- **Problem description**
With no additions or omissions, print the listing that follows.

- **Task material**
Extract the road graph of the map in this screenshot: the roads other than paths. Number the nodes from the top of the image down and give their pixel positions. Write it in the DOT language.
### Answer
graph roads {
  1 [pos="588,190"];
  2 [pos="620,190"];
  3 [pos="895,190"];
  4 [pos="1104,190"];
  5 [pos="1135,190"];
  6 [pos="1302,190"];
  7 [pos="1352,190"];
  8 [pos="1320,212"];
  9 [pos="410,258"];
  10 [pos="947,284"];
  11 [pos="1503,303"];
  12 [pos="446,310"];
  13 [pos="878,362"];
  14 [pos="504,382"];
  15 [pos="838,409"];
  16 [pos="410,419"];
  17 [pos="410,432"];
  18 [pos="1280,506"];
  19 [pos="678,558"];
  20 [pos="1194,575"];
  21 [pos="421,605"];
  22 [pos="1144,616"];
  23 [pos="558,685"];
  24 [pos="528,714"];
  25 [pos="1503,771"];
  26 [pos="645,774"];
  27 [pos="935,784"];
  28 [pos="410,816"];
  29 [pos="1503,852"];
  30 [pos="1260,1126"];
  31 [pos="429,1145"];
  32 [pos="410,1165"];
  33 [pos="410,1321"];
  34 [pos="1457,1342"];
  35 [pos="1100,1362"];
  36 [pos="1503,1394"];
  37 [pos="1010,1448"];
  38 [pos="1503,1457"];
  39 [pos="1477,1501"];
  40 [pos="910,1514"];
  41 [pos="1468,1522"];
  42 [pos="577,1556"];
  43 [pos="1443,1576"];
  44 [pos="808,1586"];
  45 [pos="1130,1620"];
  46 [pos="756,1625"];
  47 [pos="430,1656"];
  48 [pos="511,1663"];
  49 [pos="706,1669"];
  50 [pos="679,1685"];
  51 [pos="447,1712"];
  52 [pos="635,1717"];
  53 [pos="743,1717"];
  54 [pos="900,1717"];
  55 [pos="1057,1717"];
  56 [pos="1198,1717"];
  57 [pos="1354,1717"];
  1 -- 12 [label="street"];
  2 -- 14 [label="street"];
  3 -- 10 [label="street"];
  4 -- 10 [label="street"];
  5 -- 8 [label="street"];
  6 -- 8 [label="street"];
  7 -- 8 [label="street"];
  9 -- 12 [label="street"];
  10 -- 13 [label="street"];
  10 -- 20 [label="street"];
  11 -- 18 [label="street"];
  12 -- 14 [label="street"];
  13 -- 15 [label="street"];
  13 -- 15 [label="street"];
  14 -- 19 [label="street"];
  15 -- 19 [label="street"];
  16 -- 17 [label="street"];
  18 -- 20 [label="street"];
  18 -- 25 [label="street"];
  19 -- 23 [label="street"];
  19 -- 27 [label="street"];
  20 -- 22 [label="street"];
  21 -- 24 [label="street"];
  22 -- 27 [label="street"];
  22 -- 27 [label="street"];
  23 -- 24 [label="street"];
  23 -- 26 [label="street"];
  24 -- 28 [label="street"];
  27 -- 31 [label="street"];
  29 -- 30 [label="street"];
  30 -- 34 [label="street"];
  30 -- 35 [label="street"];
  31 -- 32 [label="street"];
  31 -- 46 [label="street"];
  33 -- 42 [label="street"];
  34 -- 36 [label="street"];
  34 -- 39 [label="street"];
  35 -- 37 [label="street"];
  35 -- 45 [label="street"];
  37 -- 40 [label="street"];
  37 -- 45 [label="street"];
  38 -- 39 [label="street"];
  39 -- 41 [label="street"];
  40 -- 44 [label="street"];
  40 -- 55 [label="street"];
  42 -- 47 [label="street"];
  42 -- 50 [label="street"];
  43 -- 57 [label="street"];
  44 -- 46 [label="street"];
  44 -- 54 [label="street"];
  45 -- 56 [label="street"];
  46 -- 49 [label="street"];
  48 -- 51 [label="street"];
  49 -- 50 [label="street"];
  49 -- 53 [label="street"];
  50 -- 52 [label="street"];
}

- **Finished task**
Extract the road graph of the map in this screenshot: the roads other than paths. Number the nodes from the top of the image down and give their pixel positions. Write it in the DOT language.
### Answer
graph roads {
  1 [pos="588,190"];
  2 [pos="620,190"];
  3 [pos="895,190"];
  4 [pos="1104,190"];
  5 [pos="1135,190"];
  6 [pos="1302,190"];
  7 [pos="1352,190"];
  8 [pos="1320,212"];
  9 [pos="410,258"];
  10 [pos="947,284"];
  11 [pos="1503,303"];
  12 [pos="446,310"];
  13 [pos="878,362"];
  14 [pos="504,382"];
  15 [pos="838,409"];
  16 [pos="410,419"];
  17 [pos="410,432"];
  18 [pos="1280,506"];
  19 [pos="678,558"];
  20 [pos="1194,575"];
  21 [pos="421,605"];
  22 [pos="1144,616"];
  23 [pos="558,685"];
  24 [pos="528,714"];
  25 [pos="1503,771"];
  26 [pos="645,774"];
  27 [pos="935,784"];
  28 [pos="410,816"];
  29 [pos="1503,852"];
  30 [pos="1260,1126"];
  31 [pos="429,1145"];
  32 [pos="410,1165"];
  33 [pos="410,1321"];
  34 [pos="1457,1342"];
  35 [pos="1100,1362"];
  36 [pos="1503,1394"];
  37 [pos="1010,1448"];
  38 [pos="1503,1457"];
  39 [pos="1477,1501"];
  40 [pos="910,1514"];
  41 [pos="1468,1522"];
  42 [pos="577,1556"];
  43 [pos="1443,1576"];
  44 [pos="808,1586"];
  45 [pos="1130,1620"];
  46 [pos="756,1625"];
  47 [pos="430,1656"];
  48 [pos="511,1663"];
  49 [pos="706,1669"];
  50 [pos="679,1685"];
  51 [pos="447,1712"];
  52 [pos="635,1717"];
  53 [pos="743,1717"];
  54 [pos="900,1717"];
  55 [pos="1057,1717"];
  56 [pos="1198,1717"];
  57 [pos="1354,1717"];
  1 -- 12 [label="street"];
  2 -- 14 [label="street"];
  3 -- 10 [label="street"];
  4 -- 10 [label="street"];
  5 -- 8 [label="street"];
  6 -- 8 [label="street"];
  7 -- 8 [label="street"];
  9 -- 12 [label="street"];
  10 -- 13 [label="street"];
  10 -- 20 [label="street"];
  11 -- 18 [label="street"];
  12 -- 14 [label="street"];
  13 -- 15 [label="street"];
  13 -- 15 [label="street"];
  14 -- 19 [label="street"];
  15 -- 19 [label="street"];
  16 -- 17 [label="street"];
  18 -- 20 [label="street"];
  18 -- 25 [label="street"];
  19 -- 23 [label="street"];
  19 -- 27 [label="street"];
  20 -- 22 [label="street"];
  21 -- 24 [label="street"];
  22 -- 27 [label="street"];
  22 -- 27 [label="street"];
  23 -- 24 [label="street"];
  23 -- 26 [label="street"];
  24 -- 28 [label="street"];
  27 -- 31 [label="street"];
  29 -- 30 [label="street"];
  30 -- 34 [label="street"];
  30 -- 35 [label="street"];
  31 -- 32 [label="street"];
  31 -- 46 [label="street"];
  33 -- 42 [label="street"];
  34 -- 36 [label="street"];
  34 -- 39 [label="street"];
  35 -- 37 [label="street"];
  35 -- 45 [label="street"];
  37 -- 40 [label="street"];
  37 -- 45 [label="street"];
  38 -- 39 [label="street"];
  39 -- 41 [label="street"];
  40 -- 44 [label="street"];
  40 -- 55 [label="street"];
  42 -- 47 [label="street"];
  42 -- 50 [label="street"];
  43 -- 57 [label="street"];
  44 -- 46 [label="street"];
  44 -- 54 [label="street"];
  45 -- 56 [label="street"];
  46 -- 49 [label="street"];
  48 -- 51 [label="street"];
  49 -- 50 [label="street"];
  49 -- 53 [label="street"];
  50 -- 52 [label="street"];
}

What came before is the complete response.